[users at bb.net] buildbot CPU usage

Greg MacDonald gmacdonald at trionworlds.com
Wed Dec 14 18:12:44 UTC 2016


Might not be related but I had some issues with logs and UI lag when I was using 32 bit python for the server. Went away when I upgraded to 64 bit. - Greg

From: users [mailto:users-bounces at buildbot.net] On Behalf Of Pierre Tardy
Sent: Wednesday, December 14, 2016 10:48 AM
To: Francesco Di Mizio <francescodimizio at gmail.com>
Cc: Buildbot <users at buildbot.net>
Subject: Re: [users at bb.net] buildbot CPU usage

Hi Francesco,

I have tried to reproduce your issue by doing some stress tests on the buildbot master.
I have been able to run thousands of builds throwing 30k lines of logs each without significant lag in the UI.
it takes ~2min to compress the whole log with sqlite, but I can always get smooth access to the UI.

I also tried with pg, and it was much faster.

I am setting up a cleaner test environment, and I will be publishing some benchmarks.
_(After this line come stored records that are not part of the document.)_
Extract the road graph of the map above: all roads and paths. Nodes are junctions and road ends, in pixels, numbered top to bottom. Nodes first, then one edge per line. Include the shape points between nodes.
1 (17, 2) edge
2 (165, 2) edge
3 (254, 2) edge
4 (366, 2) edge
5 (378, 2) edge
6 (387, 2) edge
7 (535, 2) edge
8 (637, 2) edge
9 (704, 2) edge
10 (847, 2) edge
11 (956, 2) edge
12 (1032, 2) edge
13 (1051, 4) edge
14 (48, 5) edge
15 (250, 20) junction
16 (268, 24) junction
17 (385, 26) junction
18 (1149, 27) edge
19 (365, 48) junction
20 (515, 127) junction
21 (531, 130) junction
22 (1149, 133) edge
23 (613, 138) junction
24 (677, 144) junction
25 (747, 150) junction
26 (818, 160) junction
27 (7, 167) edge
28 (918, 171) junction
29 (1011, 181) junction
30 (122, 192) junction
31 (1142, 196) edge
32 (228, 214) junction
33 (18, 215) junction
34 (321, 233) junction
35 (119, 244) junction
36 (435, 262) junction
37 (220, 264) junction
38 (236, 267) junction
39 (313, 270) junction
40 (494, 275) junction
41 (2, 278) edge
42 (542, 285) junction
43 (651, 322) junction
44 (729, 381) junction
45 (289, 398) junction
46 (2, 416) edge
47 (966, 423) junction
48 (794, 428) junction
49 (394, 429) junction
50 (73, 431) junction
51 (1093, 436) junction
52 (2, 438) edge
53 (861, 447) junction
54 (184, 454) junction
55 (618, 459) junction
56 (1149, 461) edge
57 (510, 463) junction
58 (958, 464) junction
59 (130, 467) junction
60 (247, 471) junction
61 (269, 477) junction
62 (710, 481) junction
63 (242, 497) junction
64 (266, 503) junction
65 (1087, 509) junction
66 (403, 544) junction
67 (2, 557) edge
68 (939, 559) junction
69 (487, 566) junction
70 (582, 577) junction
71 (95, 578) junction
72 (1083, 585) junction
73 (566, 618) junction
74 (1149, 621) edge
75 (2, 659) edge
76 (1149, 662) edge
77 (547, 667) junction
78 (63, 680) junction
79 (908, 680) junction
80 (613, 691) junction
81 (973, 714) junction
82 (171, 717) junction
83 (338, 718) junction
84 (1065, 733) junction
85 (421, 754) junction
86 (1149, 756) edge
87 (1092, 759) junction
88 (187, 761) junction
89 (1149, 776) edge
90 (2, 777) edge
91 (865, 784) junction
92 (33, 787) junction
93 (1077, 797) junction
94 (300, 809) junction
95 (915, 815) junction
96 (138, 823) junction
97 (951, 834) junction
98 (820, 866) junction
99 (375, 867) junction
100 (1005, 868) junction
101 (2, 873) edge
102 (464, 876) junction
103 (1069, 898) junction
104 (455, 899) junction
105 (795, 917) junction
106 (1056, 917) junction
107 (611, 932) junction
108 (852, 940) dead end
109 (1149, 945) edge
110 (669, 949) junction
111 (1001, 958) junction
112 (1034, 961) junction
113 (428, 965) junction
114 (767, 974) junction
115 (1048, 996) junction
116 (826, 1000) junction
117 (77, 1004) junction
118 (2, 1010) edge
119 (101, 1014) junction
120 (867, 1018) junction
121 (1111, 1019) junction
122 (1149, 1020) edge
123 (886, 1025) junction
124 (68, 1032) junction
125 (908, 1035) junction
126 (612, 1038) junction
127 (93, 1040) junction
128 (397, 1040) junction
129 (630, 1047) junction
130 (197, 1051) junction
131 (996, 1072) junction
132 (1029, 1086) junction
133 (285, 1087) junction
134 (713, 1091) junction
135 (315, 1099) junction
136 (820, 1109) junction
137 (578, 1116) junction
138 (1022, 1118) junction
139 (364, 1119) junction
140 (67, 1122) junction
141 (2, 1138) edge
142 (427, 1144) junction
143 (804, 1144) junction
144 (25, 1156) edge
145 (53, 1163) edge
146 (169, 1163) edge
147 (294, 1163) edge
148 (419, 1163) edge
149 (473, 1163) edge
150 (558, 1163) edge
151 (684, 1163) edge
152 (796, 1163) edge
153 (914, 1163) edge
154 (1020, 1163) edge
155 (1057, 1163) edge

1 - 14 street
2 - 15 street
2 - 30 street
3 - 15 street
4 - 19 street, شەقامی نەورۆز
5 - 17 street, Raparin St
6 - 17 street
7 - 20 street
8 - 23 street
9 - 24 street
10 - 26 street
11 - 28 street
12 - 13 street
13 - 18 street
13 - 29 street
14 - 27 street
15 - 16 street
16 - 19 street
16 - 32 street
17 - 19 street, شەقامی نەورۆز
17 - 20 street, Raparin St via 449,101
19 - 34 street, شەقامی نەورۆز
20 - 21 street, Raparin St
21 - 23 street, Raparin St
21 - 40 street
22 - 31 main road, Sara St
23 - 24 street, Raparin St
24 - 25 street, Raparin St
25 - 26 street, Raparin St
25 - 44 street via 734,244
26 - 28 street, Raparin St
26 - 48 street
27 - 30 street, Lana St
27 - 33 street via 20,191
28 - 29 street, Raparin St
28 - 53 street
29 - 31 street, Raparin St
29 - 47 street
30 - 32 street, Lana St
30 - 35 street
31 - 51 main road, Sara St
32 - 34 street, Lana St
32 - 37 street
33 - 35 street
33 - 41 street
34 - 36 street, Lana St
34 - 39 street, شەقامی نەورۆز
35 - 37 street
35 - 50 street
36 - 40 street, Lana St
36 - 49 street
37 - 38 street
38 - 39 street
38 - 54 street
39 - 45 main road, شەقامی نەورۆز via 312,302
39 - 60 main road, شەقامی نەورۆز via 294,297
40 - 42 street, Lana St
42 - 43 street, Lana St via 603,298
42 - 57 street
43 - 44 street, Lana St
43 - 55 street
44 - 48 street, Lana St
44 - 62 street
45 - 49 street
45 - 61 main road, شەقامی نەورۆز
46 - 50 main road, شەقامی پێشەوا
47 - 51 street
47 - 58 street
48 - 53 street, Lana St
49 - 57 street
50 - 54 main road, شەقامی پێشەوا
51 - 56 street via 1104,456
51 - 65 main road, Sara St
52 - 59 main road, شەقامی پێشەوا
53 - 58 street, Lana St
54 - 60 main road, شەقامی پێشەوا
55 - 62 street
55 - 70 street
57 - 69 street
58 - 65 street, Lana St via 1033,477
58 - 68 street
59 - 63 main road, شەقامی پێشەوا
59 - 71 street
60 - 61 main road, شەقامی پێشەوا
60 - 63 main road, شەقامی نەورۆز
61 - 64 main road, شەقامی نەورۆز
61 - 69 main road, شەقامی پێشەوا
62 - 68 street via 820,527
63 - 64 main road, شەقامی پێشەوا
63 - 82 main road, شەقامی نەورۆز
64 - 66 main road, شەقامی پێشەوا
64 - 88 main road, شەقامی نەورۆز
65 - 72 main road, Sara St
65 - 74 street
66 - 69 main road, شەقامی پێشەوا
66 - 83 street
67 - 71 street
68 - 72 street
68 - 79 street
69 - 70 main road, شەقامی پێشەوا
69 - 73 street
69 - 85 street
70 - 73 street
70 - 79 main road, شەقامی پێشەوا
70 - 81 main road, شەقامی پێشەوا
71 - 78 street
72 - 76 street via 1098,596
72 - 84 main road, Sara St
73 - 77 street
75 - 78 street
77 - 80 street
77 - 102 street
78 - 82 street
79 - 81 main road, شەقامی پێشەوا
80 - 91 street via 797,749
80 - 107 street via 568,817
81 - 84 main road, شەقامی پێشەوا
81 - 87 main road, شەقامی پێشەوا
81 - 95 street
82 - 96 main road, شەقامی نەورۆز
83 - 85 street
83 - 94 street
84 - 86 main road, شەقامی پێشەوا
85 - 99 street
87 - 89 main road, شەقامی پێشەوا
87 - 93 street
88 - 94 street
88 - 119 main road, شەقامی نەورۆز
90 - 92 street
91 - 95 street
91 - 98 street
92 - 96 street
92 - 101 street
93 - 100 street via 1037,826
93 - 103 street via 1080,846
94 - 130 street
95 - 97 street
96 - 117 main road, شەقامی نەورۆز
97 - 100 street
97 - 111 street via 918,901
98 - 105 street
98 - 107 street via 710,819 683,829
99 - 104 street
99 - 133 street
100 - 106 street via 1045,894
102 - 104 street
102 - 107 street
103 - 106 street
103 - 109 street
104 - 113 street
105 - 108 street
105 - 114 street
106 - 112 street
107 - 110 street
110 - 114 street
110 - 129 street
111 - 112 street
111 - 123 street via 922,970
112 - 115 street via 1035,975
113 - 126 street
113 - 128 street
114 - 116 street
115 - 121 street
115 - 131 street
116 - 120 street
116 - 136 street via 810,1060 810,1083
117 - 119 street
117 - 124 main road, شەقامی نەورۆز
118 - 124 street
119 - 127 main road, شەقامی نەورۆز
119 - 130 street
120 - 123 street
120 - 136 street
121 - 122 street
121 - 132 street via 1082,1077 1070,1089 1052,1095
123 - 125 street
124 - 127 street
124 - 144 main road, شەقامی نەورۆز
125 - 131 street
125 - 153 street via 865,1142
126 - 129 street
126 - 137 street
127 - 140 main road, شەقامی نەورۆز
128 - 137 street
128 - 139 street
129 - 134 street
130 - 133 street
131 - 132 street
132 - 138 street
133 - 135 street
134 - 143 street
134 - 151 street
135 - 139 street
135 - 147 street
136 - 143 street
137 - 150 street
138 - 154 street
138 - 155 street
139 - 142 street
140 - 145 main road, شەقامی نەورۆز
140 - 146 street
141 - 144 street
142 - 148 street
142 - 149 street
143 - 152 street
This week we got this bug about performance issue: http://trac.buildbot.net/ticket/3654#comment:4
This eventually resolved to be a hardware problem on the machine. Could this be something like this?

Pierre

Le mar. 13 déc. 2016 à 01:26, Francesco Di Mizio <francescodimizio at gmail.com<mailto:francescodimizio at gmail.com>> a écrit :
Pierre i am not using SQLite but pg hosted in an other container on the same box. I'd say the issue isn't which dB engine i am running as it also happens with  MySQL.

Thanks,
 Francesco

On Dec 13, 2016 12:40 AM, "Pierre Tardy" <tardyp at gmail.com<mailto:tardyp at gmail.com>> wrote:
Hi Francesco,
I would say it is normal that the CPU goes to 100% while the log are being compressed. As soon as anything else is not blocked, for me this is fine.
I can see you are using sqlite. The thing is with sqlite the number of parallel access to the db is restricted to one by default in order to protect against weird parallel behaviour we got with sqlite.
I think this explains your behaviour.
I would recommend as an easy fix to switch to pg or mysql. I'll try to think of some workarounds like compressing the log only when there is a low load average. This is already something that we though about with my teammates. Log compression is important, but not urgent, so this is fine to delay until there is not so much to do.

Pierre



Le lun. 12 déc. 2016 à 12:40, Francesco Di Mizio <francescodimizio at gmail.com<mailto:francescodimizio at gmail.com>> a écrit :
Hey Pierre,

first of all thanks for taking a look. I never ever have more than 9-10 builds going on at the same time. Like I said many times the system can happily be sitting on a nice 10-15% CPU usage when even 8 builds are running, but the CPU spikes can happen at any time with any number of builds going on. Things seem to go worse when the system runs for a few days with no reboot. Just now I had 7 builds running and the cpu keeps oscillating between 10% and 120%,  now it's contantly over 100%. I wonder if we can find a way for you to access the system so you can take a look yourself (of course if you are fine with it)?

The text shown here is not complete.